- INSTRUCTIONS FOR THE TASK
Find the string "JSON" in the material. Copy every line that has it.

- SUPPLIED MATERIAL
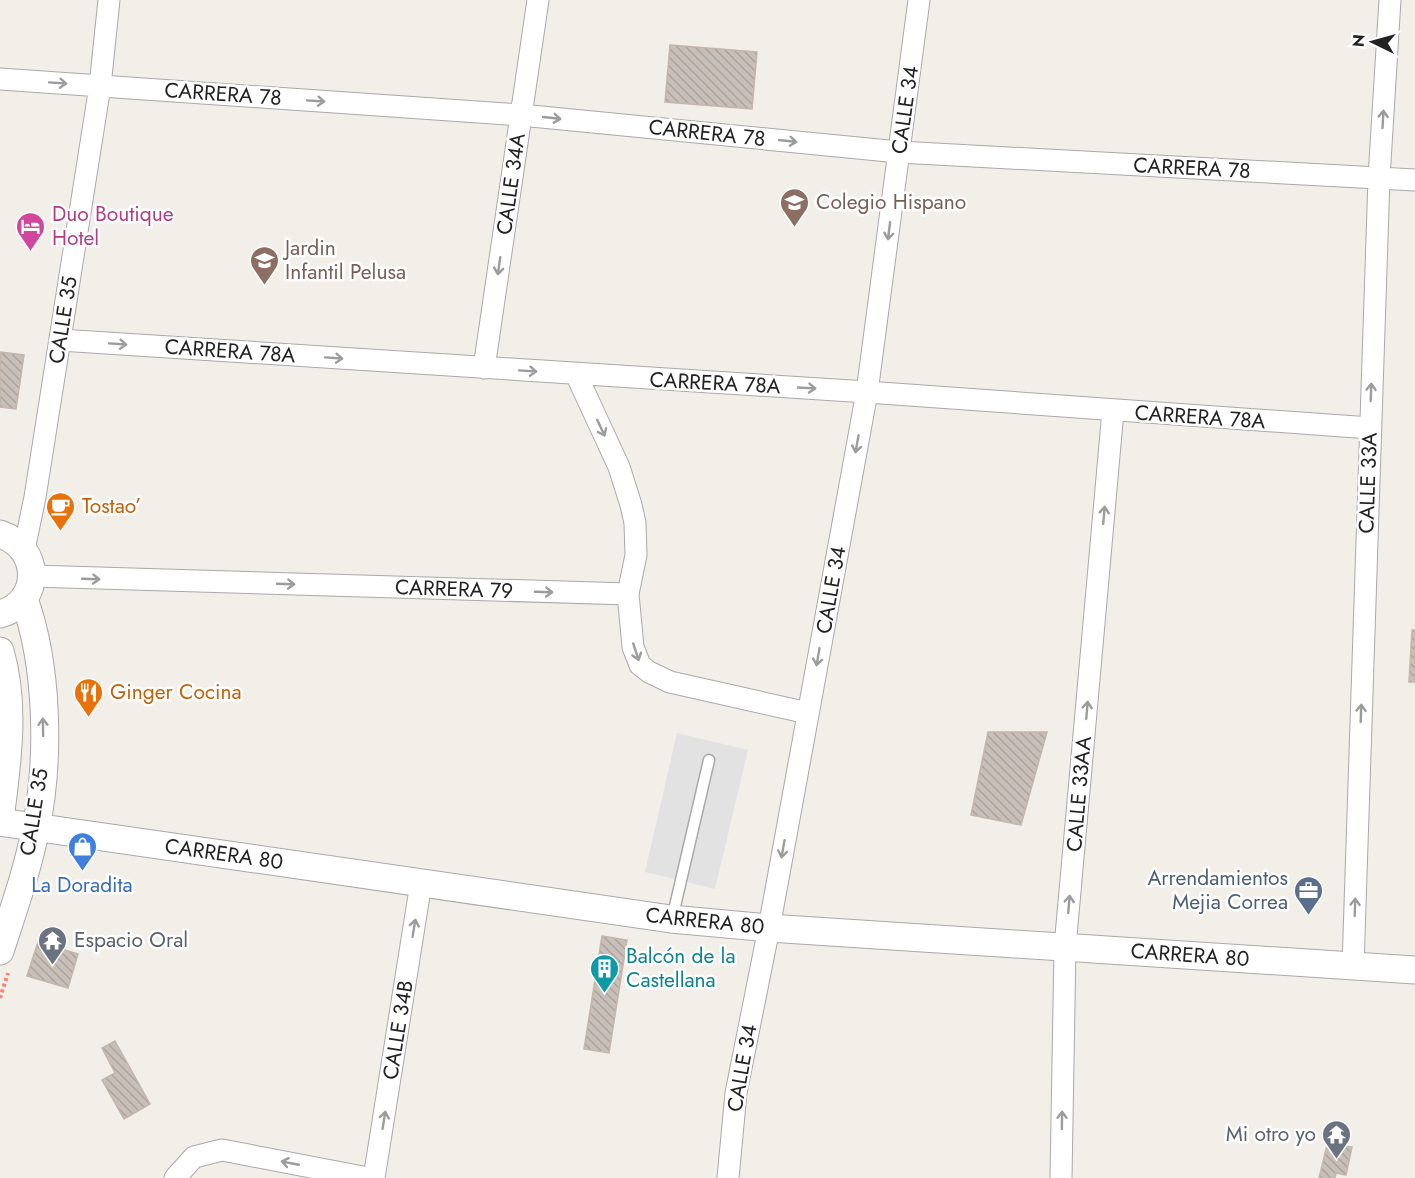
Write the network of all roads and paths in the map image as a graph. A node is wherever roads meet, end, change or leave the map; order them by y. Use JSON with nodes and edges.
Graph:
{"nodes":[{"id":1,"x":109,"y":0,"type":"edge"},
{"id":2,"x":538,"y":0,"type":"edge"},
{"id":3,"x":919,"y":0,"type":"edge"},
{"id":4,"x":1390,"y":0,"type":"edge"},
{"id":5,"x":0,"y":79,"type":"edge"},
{"id":6,"x":100,"y":86,"type":"junction"},
{"id":7,"x":521,"y":115,"type":"junction"},
{"id":8,"x":899,"y":152,"type":"junction"},
{"id":9,"x":1379,"y":178,"type":"junction"},
{"id":10,"x":1415,"y":180,"type":"edge"},
{"id":11,"x":60,"y":340,"type":"junction"},
{"id":12,"x":484,"y":368,"type":"junction"},
{"id":13,"x":576,"y":374,"type":"junction"},
{"id":14,"x":867,"y":392,"type":"junction"},
{"id":15,"x":1113,"y":411,"type":"junction"},
{"id":16,"x":1370,"y":428,"type":"junction"},
{"id":17,"x":35,"y":497,"type":"junction"},
{"id":18,"x":1,"y":535,"type":"edge"},
{"id":19,"x":24,"y":549,"type":"junction"},
{"id":20,"x":28,"y":587,"type":"junction"},
{"id":21,"x":628,"y":594,"type":"junction"},
{"id":22,"x":0,"y":614,"type":"edge"},
{"id":23,"x":0,"y":651,"type":"edge"},
{"id":24,"x":808,"y":713,"type":"junction"},
{"id":25,"x":709,"y":760,"type":"dead end"},
{"id":26,"x":0,"y":820,"type":"edge"},
{"id":27,"x":36,"y":827,"type":"junction"},
{"id":28,"x":422,"y":883,"type":"junction"},
{"id":29,"x":671,"y":919,"type":"junction"},
{"id":30,"x":769,"y":928,"type":"junction"},
{"id":31,"x":1065,"y":947,"type":"junction"},
{"id":32,"x":0,"y":951,"type":"edge"},
{"id":33,"x":1353,"y":966,"type":"junction"},
{"id":34,"x":1415,"y":970,"type":"edge"},
{"id":35,"x":175,"y":1177,"type":"edge"},
{"id":36,"x":369,"y":1178,"type":"edge"},
{"id":37,"x":374,"y":1178,"type":"edge"},
{"id":38,"x":728,"y":1178,"type":"edge"},
{"id":39,"x":1061,"y":1178,"type":"edge"}],
"edges":[{"from":1,"to":6,"type":"street","name":"CALLE 35"},
{"from":2,"to":7,"type":"street","name":"CALLE 34A"},
{"from":3,"to":8,"type":"street","name":"CALLE 34"},
{"from":9,"to":4,"type":"street","name":"CALLE 33A","one_way":true},
{"from":5,"to":6,"type":"street","name":"CARRERA 78","one_way":true},
{"from":6,"to":7,"type":"street","name":"CARRERA 78","one_way":true},
{"from":6,"to":11,"type":"street","name":"CALLE 35"},
{"from":7,"to":8,"type":"street","name":"CARRERA 78","one_way":true},
{"from":7,"to":12,"type":"street","name":"CALLE 34A","one_way":true},
{"from":8,"to":9,"type":"street","name":"CARRERA 78"},
{"from":8,"to":14,"type":"street","name":"CALLE 34","one_way":true},
{"from":9,"to":10,"type":"street","name":"CARRERA 78"},
{"from":16,"to":9,"type":"street","name":"CALLE 33A","one_way":true},
{"from":11,"to":12,"type":"street","name":"CARRERA 78A","one_way":true},
{"from":11,"to":17,"type":"street","name":"CALLE 35"},
{"from":12,"to":13,"type":"street","name":"CARRERA 78A","one_way":true},
{"from":13,"to":14,"type":"street","name":"CARRERA 78A","one_way":true},
{"from":13,"to":21,"type":"street","one_way":true},
{"from":14,"to":15,"type":"street","name":"CARRERA 78A"},
{"from":14,"to":24,"type":"street","name":"CALLE 34","one_way":true},
{"from":15,"to":16,"type":"street","name":"CARRERA 78A"},
{"from":31,"to":15,"type":"street","name":"CALLE 33AA","one_way":true},
{"from":33,"to":16,"type":"street","name":"CALLE 33A","one_way":true},
{"from":17,"to":18,"type":"street","name":"CALLE 35"},
{"from":17,"to":19,"type":"street","name":"CALLE 35"},
{"from":18,"to":19,"type":"street"},
{"from":19,"to":20,"type":"street","name":"CALLE 35"},
{"from":20,"to":21,"type":"street","name":"CARRERA 79","one_way":true},
{"from":20,"to":22,"type":"street"},
{"from":27,"to":20,"type":"street","name":"CALLE 35","one_way":true},
{"from":21,"to":24,"type":"street","one_way":true},
{"from":23,"to":26,"type":"street","name":"CALLE 35"},
{"from":24,"to":30,"type":"street","name":"CALLE 34","one_way":true},
{"from":25,"to":29,"type":"lane"},
{"from":26,"to":27,"type":"street","name":"CARRERA 80"},
{"from":27,"to":28,"type":"street","name":"CARRERA 80"},
{"from":27,"to":32,"type":"street","name":"CALLE 35"},
{"from":28,"to":29,"type":"street","name":"CARRERA 80"},
{"from":37,"to":28,"type":"street","name":"CALLE 34B","one_way":true},
{"from":29,"to":30,"type":"street","name":"CARRERA 80"},
{"from":30,"to":31,"type":"street","name":"CARRERA 80"},
{"from":30,"to":38,"type":"street","name":"CALLE 34"},
{"from":31,"to":33,"type":"street","name":"CARRERA 80"},
{"from":39,"to":31,"type":"street","name":"CALLE 33AA","one_way":true},
{"from":33,"to":34,"type":"street","name":"CARRERA 80"},
{"from":36,"to":35,"type":"street","one_way":true}]}
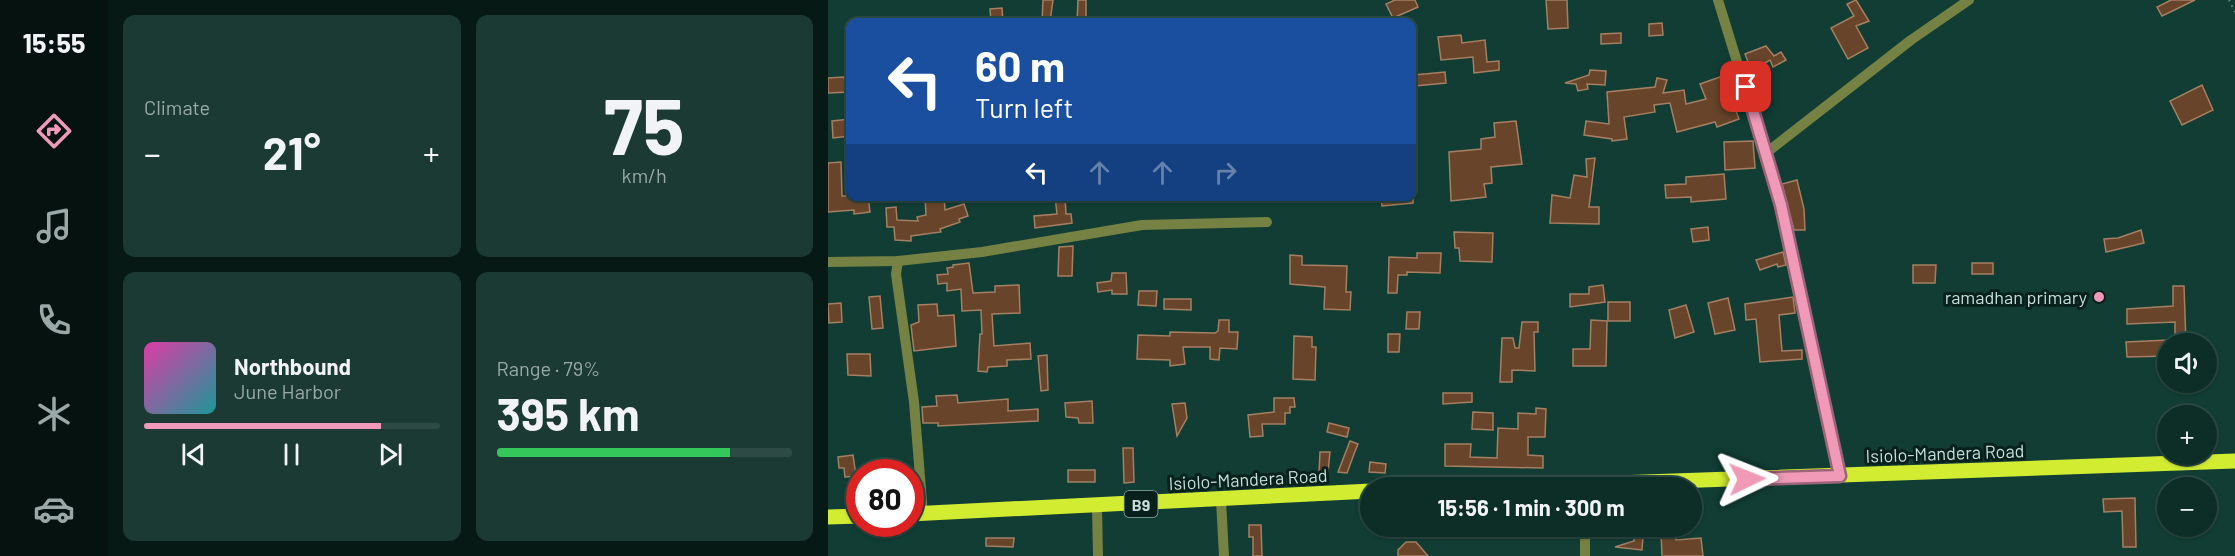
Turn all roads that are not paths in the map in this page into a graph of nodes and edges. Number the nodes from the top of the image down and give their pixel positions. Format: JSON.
{"nodes":[{"id":1,"x":1718,"y":0,"type":"edge"},
{"id":2,"x":1969,"y":0,"type":"edge"},
{"id":3,"x":1766,"y":153,"type":"junction"},
{"id":4,"x":1267,"y":222,"type":"dead end"},
{"id":5,"x":898,"y":261,"type":"junction"},
{"id":6,"x":828,"y":262,"type":"edge"},
{"id":7,"x":915,"y":459,"type":"edge"},
{"id":8,"x":2235,"y":461,"type":"edge"},
{"id":9,"x":1840,"y":476,"type":"junction"},
{"id":10,"x":1702,"y":481,"type":"edge"},
{"id":11,"x":1360,"y":492,"type":"edge"},
{"id":12,"x":1221,"y":500,"type":"junction"},
{"id":13,"x":1097,"y":506,"type":"junction"},
{"id":14,"x":924,"y":514,"type":"edge"},
{"id":15,"x":846,"y":516,"type":"edge"},
{"id":16,"x":828,"y":517,"type":"edge"},
{"id":17,"x":1585,"y":537,"type":"edge"},
{"id":18,"x":1098,"y":556,"type":"edge"},
{"id":19,"x":1224,"y":556,"type":"edge"},
{"id":20,"x":1585,"y":556,"type":"edge"}],
"edges":[{"from":1,"to":3,"type":"street"},
{"from":2,"to":3,"type":"street"},
{"from":3,"to":9,"type":"street"},
{"from":4,"to":5,"type":"street"},
{"from":5,"to":6,"type":"street"},
{"from":5,"to":7,"type":"street"},
{"from":8,"to":9,"type":"highway","name":"Isiolo-Mandera Road"},
{"from":9,"to":10,"type":"highway","name":"Isiolo-Mandera Road"},
{"from":11,"to":12,"type":"highway","name":"Isiolo-Mandera Road","number":"B9"},
{"from":12,"to":13,"type":"highway","name":"Isiolo-Mandera Road","number":"B9"},
{"from":12,"to":19,"type":"street"},
{"from":13,"to":14,"type":"highway","name":"Isiolo-Mandera Road","number":"B9"},
{"from":13,"to":18,"type":"street"},
{"from":15,"to":16,"type":"highway"},
{"from":17,"to":20,"type":"street"}]}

- RESULT OF THIS EXERCISE
Write the network of all roads and paths in the map image as a graph. A node is wherever roads meet, end, change or leave the map; order them by y. Use JSON with nodes and edges.
Turn all roads that are not paths in the map in this page into a graph of nodes and edges. Number the nodes from the top of the image down and give their pixel positions. Format: JSON.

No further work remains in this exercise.